To understand what’s happening on the surface of things, you must look deep within. That might be the guiding mantra of a trio of UC Berkeley geologists who are looking a hundred miles below the earth’s surface in order to better understand the tectonic forces that shape our planet.
Using a 3D imaging technique called seismic tomography and data gathered from more than 1,000 on- and offshore seismometers, researchers William Hawley, Richard Allen, and Mark Richards have captured a clearer picture of one portion of the earth’s elusive deep structure. It’s a giant, sausage-shaped accumulation of buoyant material beneath the Juan de Fuca Plate—an oceanic plate nearly the size of Michigan. The plate’s western edge runs from Northern California to Vancouver Island, Canada.
This edge isn’t really an edge at all: It’s the border at which the Juan de Fuca Plate is subducting (moving beneath) the North American Plate on which our continent rests.
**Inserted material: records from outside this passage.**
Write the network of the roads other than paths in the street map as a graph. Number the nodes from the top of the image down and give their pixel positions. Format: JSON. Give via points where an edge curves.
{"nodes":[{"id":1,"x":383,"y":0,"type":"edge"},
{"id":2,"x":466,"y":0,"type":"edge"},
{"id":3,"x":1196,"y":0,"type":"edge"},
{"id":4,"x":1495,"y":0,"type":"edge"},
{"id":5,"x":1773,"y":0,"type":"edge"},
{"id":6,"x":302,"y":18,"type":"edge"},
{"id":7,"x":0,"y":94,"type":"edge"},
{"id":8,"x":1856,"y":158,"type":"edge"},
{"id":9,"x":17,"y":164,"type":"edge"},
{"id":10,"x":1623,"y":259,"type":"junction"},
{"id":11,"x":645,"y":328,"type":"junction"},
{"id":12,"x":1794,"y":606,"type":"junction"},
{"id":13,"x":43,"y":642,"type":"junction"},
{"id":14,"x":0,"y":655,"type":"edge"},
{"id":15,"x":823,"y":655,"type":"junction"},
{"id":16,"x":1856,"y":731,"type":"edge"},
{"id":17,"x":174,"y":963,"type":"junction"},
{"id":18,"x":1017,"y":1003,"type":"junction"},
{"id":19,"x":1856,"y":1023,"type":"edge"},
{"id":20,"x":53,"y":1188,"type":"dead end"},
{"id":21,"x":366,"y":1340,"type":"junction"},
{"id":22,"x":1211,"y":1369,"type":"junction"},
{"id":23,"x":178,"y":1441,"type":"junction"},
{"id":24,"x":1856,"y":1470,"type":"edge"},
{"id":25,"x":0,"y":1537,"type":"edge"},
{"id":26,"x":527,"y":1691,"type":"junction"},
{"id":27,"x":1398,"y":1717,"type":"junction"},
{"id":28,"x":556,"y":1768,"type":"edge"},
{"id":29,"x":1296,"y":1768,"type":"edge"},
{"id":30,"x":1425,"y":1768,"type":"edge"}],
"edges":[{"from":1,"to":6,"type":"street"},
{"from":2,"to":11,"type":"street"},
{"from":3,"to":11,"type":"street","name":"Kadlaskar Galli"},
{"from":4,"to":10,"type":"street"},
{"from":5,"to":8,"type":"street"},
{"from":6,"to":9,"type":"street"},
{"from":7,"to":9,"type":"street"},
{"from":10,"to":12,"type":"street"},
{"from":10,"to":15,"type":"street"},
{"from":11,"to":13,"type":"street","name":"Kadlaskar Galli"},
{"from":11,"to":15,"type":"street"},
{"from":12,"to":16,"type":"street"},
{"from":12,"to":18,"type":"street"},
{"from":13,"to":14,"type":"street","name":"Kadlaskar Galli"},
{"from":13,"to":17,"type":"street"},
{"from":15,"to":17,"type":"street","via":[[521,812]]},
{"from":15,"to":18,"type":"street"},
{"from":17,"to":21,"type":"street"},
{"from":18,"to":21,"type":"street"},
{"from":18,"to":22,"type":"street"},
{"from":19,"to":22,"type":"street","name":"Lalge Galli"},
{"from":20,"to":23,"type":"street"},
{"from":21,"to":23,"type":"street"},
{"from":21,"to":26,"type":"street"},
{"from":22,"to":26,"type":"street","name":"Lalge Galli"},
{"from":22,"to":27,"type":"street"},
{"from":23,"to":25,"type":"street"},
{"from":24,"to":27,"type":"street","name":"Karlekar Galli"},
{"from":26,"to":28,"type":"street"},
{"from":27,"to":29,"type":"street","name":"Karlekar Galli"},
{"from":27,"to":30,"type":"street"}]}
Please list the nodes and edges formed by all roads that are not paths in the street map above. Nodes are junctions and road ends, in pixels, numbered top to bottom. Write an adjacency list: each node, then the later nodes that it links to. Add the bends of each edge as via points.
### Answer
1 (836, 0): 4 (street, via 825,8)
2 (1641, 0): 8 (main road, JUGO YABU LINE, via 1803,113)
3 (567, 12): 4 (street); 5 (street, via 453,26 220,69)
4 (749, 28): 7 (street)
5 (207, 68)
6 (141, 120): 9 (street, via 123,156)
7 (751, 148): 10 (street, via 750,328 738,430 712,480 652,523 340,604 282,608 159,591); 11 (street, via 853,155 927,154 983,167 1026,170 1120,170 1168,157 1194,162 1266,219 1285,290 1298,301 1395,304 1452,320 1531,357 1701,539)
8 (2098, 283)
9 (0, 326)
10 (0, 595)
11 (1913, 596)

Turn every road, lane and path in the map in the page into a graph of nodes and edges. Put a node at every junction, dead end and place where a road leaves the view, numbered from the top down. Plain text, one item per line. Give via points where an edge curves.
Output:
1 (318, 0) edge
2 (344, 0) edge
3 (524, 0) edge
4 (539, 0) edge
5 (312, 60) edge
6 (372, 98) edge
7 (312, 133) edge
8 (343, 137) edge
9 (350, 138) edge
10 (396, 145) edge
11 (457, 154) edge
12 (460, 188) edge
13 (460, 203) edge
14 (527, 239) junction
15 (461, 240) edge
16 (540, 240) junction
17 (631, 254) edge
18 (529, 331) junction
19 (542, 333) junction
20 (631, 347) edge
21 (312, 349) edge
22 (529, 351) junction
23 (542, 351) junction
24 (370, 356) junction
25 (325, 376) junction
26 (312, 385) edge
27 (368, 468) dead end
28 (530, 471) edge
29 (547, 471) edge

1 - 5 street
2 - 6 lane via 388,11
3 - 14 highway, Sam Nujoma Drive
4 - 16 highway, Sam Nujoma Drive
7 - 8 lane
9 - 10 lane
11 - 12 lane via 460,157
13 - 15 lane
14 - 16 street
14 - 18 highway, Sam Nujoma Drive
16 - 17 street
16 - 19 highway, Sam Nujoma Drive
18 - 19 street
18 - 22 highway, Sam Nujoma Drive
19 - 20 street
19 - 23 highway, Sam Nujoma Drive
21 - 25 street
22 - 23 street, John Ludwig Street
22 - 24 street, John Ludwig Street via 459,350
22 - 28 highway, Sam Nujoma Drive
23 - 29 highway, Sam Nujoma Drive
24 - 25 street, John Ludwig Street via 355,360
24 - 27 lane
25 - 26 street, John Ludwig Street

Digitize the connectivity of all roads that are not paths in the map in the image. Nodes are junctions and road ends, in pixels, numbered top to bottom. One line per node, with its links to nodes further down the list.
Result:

This roughly 700-mile-long tract is called the Cascadia Subduction Zone (CSZ), and the trio’s model of what’s happening beneath the Juan de Fuca Plate provides us with the most comprehensive understanding of the region to date.
The findings were published in the September 23 issue of Science. Hawley, the paper’s lead author and a fourth-year Ph.D. candidate in the Department of Earth and Planetary Science, explains that the elongate tectonic feature they discovered is thought to be an accumulation of low-viscosity mantle material. Further research is necessary, but Hawley thinks this material might exist throughout the planet in a thin layer between the lithosphere, which is composed of the crust and rigid upper mantle, and the asthenosphere, the weak portion of the upper mantle.
Little is known about the lithosphere-asthenosphere boundary (LAB), which is difficult to capture using traditional imaging techniques. “This layer is really hard to see because it’s very deep and very thin,” Hawley explains. “While we don’t see this layer itself, we do see its accumulation in a subduction zone.”
In addition to clarifying the structure of the CSZ, the trio’s findings bring us closer to locating the driving mechanism behind plate tectonics, which is still poorly understood. One popular hypothesis suggests that tectonic plates are dragged along by the flow of molten mantle material below them. Hawley’s research complicates this thinking by suggesting that the LAB acts as a tectonic lubricant that helps plates glide over the mantle, at least in the CSZ.
The team’s findings may also help to explain instances of unexpected volcanism in California (including Berkeley’s own Sibley Volcanic Regional Preserve) and along the Japanese trench, which may form when this partially molten material leaves the mantle. Says Hawley, “Understanding the asthenosphere is critical for understanding a wide range of things that happen at the surface of the earth.” Including earthquakes.
Almost all earthquakes of magnitude 8 or greater occur at subduction zones like the Cascadia, which gained widespread notoriety last year in a much-discussed New Yorker article that presaged the destruction of “a sizable portion of the coastal Northwest.” While Hawley understands that the public is eager to know more about that risk, he stresses that the team’s research is specifically about deep-Earth structure, not seismic hazard.
“Our study doesn’t show how the strain [between the plates] is accumulating, but it does show something about the structure of a subduction zone that we didn’t know before,” Hawley explains. “Understanding structure can help us to understand the strain, and understanding the strain can help us to understand seismic hazard.”
Researchers are now eager to learn whether this feature exists at other subduction zones. To find out, Hawley says more access to offshore seismometers is needed. In particular, he hopes to work with data from the seafloor array that was recently deployed off the coast of Japan.
Offshore instrumentation is just one method that might bring clarity to scientists working with plate tectonics, which, despite advances in the last 50 years, remains a relatively new theory that seeks to explain geological forces that are billions of years old. For now, Hawley and other researchers are advancing carefully in uncharted waters.
“This paper doesn’t have the answer,” Hawley notes. “But I hope that it gets us a little closer to it.”